Food at the click of a mouse
THE hunger for consumer convenience has spawned a new entrant on the increasingly competitive dinner-delivery circuit.
A Web site launched this week - but temporarily suspended to iron out computer glitches - lets couch potatoes and late-night office workers choose meals to be delivered from nine local restaurants by clicking on a cyber-menu and e-mailing an order.
The birth of XpressAsia.com follows the launch of Dial a Dinner gourmet delivery service last year, and the success of Lan Kwai Fong-based Food by Fone, begun five years ago.
'People are getting busier and busier. They don't have time to wander around and look for restaurants, or they're busy at work and want decent food,' XpressAsia.com director Chris King said.
'Now they won't need to order a pizza when they want food delivered.' Mr King, whose Web site also lets consumers buy flowers, cigars, birthday cakes and arrange for their dirty laundry to be washed, said he was hoping to get 100 orders a day to begin with.
'But I have the feeling that I might be swamped.' Richard Feldman, chairman of the Lan Kwai Fong Association and founder of Food by Fone, said XpressAsia was not a threat but a sign of growth in the delivery market.
'The more we can get people into the psychology of ordering through the line, if it helps people to think of the Net when they're ordering food, it will help our business,' he said.
'What we, Dial a Dinner and XpressAsia, have to do is get people to stop thinking just of Domino's Pizza and Pizza Hut.
'If it gets people on to the Web, it will help us.' Mr Feldman said Food by Fone, which did between 1,000 and 2,000 deliveries a week, provided menus online and would soon let diners order via e-mail.

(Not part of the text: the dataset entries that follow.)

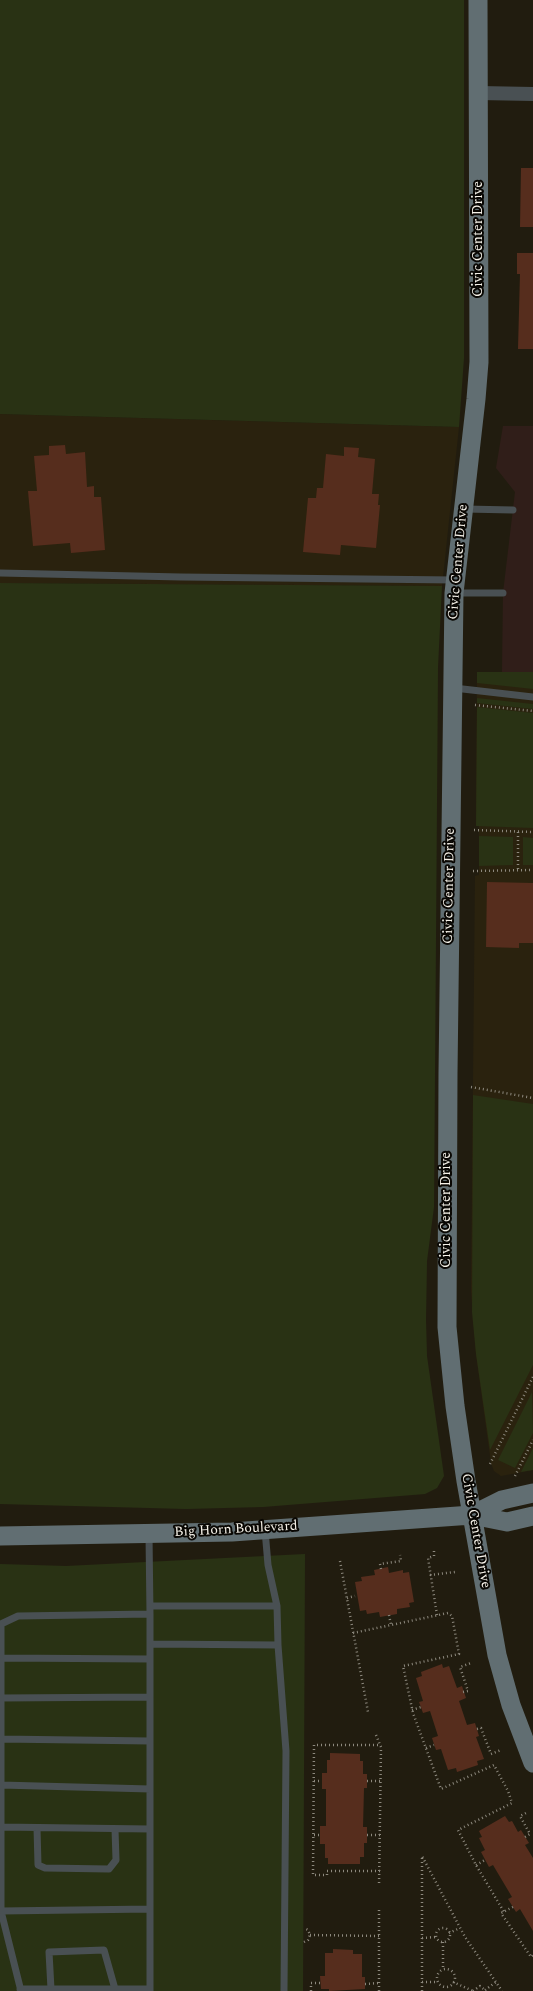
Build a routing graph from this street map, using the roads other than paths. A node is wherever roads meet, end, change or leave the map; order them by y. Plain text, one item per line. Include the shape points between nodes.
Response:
1 (478, 0) edge
2 (479, 94) junction
3 (533, 94) edge
4 (462, 510) junction
5 (513, 510) dead end
6 (0, 573) edge
7 (455, 587) junction
8 (503, 593) dead end
9 (452, 687) junction
10 (533, 696) edge
11 (533, 1493) edge
12 (472, 1514) junction
13 (533, 1516) edge
14 (265, 1530) junction
15 (149, 1534) junction
16 (0, 1536) edge
17 (150, 1606) junction
18 (277, 1606) junction
19 (150, 1614) junction
20 (150, 1644) junction
21 (278, 1645) junction
22 (1, 1658) edge
23 (150, 1659) junction
24 (150, 1697) junction
25 (1, 1698) edge
26 (1, 1739) edge
27 (150, 1741) junction
28 (533, 1763) edge
29 (1, 1785) edge
30 (150, 1789) junction
31 (1, 1827) edge
32 (37, 1828) junction
33 (115, 1829) junction
34 (150, 1829) junction
35 (150, 1909) junction
36 (1, 1911) edge
37 (51, 1989) junction
38 (115, 1989) junction
39 (20, 1990) edge
40 (150, 1990) edge
41 (284, 1991) edge

1 - 2 street, Civic Center Drive
2 - 3 street
2 - 4 street, Civic Center Drive via 478,362
4 - 5 lane
4 - 7 street, Civic Center Drive
6 - 7 lane
7 - 8 lane
7 - 9 street, Civic Center Drive
9 - 10 lane
9 - 12 street, Civic Center Drive via 447,1327 455,1406
11 - 12 street, Big Horn Boulevard via 502,1500
12 - 13 street, Big Horn Boulevard via 507,1522
12 - 14 street, Big Horn Boulevard
12 - 28 street, Civic Center Drive via 497,1655 511,1705
14 - 15 street, Big Horn Boulevard
14 - 18 lane via 268,1565
15 - 16 street, Big Horn Boulevard
15 - 17 lane
17 - 18 lane
17 - 19 lane
18 - 21 lane
19 - 20 lane
19 - 22 lane via 18,1616 1,1624
20 - 21 lane
20 - 23 lane
21 - 41 lane via 286,1751
22 - 23 lane
22 - 25 lane
23 - 24 lane
24 - 25 lane
24 - 27 lane
25 - 26 lane
26 - 27 lane
26 - 29 lane
27 - 30 lane
29 - 30 lane
29 - 31 lane
30 - 34 lane
31 - 32 lane
31 - 36 lane
32 - 33 lane
32 - 33 lane via 38,1865 45,1868 109,1869 116,1860
33 - 34 lane
34 - 35 lane
35 - 36 lane
35 - 40 lane
36 - 39 lane
37 - 38 lane
37 - 38 lane via 49,1952 104,1950
37 - 39 lane
38 - 40 lane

But he said most customers had said they would prefer to use the phone because they could make special requests - like 'hold the onions'.
Domino's Pizza managing director Jon White said that while other delivery services had a wider range of dishes on offer, pizza had its advantages and was coping well despite the boom in options for customers.
'Our delivery is guaranteed in 30 minutes - that makes us pretty convenient,' he said.
'If they want it to be there in 30 minutes and the quality of the product to be consistent, we achieve that nearly all of the time, and it's hot when it gets there.' He said business was not suffering as a result of the increased competition.
'Obviously there are two major companies specialising in pizza, but there's always been some competition.
'It's just a question of how widespread their distribution is. We cover nearly all of the territory.' The three gourmet services target affluent residents of Central, Mid-Levels, Causeway Bay and Happy Valley - who could afford to dine out instead.
'It's not taking away business from the restaurants, because if you don't want to go out, you don't want to go out,' Mr Feldman said.
'Sales are up when people are working late or it's raining. In the restaurant business, it's the opposite.' Mr King said: 'The restaurant offers an atmosphere we can't replace and we're not trying to.
'It's just providing more choices.' Mr King said the Web site would be relaunched soon.